## WORK TO COMPLETE
For the data below, tally how many lines contain "positions" and answer only with that tally.

Stored data entries

┄┄┄┄┄┄┄┄┄┄

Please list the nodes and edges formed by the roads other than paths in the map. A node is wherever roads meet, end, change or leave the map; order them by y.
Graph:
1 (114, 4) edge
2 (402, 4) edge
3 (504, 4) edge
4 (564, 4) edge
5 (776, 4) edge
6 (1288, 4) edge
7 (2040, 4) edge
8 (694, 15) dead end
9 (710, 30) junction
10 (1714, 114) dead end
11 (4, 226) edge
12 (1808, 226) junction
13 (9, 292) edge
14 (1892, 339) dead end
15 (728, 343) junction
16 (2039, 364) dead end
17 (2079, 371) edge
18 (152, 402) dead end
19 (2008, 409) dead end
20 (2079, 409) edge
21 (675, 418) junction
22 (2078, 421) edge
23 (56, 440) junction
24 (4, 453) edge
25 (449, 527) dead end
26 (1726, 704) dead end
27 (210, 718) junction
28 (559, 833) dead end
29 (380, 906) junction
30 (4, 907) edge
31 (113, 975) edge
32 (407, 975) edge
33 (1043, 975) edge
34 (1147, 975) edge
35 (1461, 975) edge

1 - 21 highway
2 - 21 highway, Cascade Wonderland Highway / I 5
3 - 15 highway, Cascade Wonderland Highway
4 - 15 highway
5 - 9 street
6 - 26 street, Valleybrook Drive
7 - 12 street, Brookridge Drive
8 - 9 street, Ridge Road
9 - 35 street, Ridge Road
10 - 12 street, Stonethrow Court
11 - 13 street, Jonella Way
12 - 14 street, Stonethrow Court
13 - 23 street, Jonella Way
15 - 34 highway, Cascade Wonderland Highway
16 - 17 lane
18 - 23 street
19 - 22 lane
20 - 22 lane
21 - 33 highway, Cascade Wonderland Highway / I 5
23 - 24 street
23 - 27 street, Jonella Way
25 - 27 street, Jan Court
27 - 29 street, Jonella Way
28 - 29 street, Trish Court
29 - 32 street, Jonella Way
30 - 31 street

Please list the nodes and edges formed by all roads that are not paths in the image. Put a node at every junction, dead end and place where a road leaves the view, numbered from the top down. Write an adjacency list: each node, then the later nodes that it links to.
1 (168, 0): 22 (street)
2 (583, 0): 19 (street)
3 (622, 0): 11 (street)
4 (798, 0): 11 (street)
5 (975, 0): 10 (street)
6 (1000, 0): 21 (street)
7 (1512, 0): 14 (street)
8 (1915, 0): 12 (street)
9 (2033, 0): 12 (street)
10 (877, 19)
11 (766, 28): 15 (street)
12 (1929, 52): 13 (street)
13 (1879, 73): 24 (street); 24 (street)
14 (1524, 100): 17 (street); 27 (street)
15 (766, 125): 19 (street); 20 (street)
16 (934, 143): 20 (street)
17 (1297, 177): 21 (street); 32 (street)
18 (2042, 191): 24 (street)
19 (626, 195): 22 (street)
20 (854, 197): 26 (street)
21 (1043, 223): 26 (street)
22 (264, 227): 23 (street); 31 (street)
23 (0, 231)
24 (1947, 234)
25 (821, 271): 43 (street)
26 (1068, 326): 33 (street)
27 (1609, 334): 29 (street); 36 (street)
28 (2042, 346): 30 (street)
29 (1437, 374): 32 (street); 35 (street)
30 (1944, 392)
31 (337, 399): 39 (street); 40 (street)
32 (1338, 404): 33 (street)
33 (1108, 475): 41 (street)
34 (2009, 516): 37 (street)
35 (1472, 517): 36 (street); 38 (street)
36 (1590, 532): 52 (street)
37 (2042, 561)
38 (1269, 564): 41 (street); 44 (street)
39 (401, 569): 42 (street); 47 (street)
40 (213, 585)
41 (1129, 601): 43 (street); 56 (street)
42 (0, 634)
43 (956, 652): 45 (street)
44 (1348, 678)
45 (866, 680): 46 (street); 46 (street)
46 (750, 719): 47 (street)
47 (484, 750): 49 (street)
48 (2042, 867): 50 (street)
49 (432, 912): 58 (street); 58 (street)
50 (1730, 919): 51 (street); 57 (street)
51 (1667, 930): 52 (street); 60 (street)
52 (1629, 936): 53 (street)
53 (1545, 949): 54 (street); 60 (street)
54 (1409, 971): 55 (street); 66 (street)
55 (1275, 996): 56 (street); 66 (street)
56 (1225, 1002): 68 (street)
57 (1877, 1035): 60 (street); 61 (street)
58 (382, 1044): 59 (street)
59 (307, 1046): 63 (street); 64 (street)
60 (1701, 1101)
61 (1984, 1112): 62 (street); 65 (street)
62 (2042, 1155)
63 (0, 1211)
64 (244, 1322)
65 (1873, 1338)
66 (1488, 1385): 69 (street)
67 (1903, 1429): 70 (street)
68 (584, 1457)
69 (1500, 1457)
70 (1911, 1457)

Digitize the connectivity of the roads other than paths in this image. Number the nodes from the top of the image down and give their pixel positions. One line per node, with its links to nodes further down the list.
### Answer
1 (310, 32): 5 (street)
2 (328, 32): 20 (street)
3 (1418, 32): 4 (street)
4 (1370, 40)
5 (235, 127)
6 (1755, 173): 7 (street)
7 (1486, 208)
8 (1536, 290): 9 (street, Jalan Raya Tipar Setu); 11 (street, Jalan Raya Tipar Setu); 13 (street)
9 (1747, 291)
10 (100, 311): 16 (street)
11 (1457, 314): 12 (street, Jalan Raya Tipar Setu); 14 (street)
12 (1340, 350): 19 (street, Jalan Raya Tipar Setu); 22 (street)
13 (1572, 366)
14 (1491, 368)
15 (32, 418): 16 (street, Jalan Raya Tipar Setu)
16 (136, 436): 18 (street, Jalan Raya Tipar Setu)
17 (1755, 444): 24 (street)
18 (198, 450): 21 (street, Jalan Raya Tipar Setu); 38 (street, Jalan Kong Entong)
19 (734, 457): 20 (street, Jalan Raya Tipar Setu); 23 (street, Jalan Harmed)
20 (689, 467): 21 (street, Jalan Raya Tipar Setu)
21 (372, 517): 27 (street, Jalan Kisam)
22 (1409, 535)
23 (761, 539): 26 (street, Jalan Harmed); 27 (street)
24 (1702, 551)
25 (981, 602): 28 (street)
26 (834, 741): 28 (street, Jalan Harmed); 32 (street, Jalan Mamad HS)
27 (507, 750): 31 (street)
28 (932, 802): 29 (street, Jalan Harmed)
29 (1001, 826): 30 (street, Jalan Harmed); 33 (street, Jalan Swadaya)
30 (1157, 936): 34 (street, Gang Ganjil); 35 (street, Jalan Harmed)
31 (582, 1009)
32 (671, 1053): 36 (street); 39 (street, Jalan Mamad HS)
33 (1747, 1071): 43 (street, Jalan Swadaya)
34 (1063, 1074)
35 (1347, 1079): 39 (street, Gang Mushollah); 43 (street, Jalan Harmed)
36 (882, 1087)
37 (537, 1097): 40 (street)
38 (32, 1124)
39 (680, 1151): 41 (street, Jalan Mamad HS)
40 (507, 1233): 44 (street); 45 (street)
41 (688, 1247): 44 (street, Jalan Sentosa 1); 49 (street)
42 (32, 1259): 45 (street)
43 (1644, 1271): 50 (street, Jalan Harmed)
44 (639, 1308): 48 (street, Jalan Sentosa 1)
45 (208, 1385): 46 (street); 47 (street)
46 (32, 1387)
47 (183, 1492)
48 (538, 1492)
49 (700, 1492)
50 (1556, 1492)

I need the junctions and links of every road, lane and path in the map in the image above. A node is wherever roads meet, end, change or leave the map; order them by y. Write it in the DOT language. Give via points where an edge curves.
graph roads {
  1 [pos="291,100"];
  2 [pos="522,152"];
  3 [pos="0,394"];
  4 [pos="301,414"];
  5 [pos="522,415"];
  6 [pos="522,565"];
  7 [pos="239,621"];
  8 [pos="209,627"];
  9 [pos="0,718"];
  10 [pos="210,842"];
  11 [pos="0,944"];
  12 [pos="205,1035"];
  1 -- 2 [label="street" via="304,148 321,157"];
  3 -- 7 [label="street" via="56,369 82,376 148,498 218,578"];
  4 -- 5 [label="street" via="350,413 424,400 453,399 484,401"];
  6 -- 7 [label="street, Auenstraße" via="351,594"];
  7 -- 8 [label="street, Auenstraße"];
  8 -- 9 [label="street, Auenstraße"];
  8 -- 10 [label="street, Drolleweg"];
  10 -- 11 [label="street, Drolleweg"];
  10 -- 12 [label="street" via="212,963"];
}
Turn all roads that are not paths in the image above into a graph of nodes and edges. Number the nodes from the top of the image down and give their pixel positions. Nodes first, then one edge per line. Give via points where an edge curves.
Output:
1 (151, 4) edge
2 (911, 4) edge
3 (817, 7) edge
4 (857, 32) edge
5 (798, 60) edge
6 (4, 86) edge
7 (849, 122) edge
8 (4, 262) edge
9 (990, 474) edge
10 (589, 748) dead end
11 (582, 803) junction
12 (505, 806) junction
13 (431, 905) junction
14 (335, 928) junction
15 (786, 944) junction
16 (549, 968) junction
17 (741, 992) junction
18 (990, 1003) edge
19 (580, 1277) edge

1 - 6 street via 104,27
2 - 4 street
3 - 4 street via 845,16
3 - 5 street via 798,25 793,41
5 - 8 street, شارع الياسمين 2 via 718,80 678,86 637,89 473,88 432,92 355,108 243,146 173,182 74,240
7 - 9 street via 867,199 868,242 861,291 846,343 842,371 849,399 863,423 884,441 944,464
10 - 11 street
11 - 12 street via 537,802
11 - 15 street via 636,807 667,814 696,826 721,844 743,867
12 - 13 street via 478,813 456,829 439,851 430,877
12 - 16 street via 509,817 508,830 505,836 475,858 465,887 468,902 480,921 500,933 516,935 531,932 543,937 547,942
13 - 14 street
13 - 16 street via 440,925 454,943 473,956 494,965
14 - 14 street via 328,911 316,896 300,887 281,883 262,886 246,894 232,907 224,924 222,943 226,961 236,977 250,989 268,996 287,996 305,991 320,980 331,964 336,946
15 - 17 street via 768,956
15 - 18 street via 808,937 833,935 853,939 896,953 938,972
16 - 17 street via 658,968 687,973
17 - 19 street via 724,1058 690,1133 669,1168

┄┄┄┄┄┄┄┄┄┄

## SOLUTION TO THIS TASK
2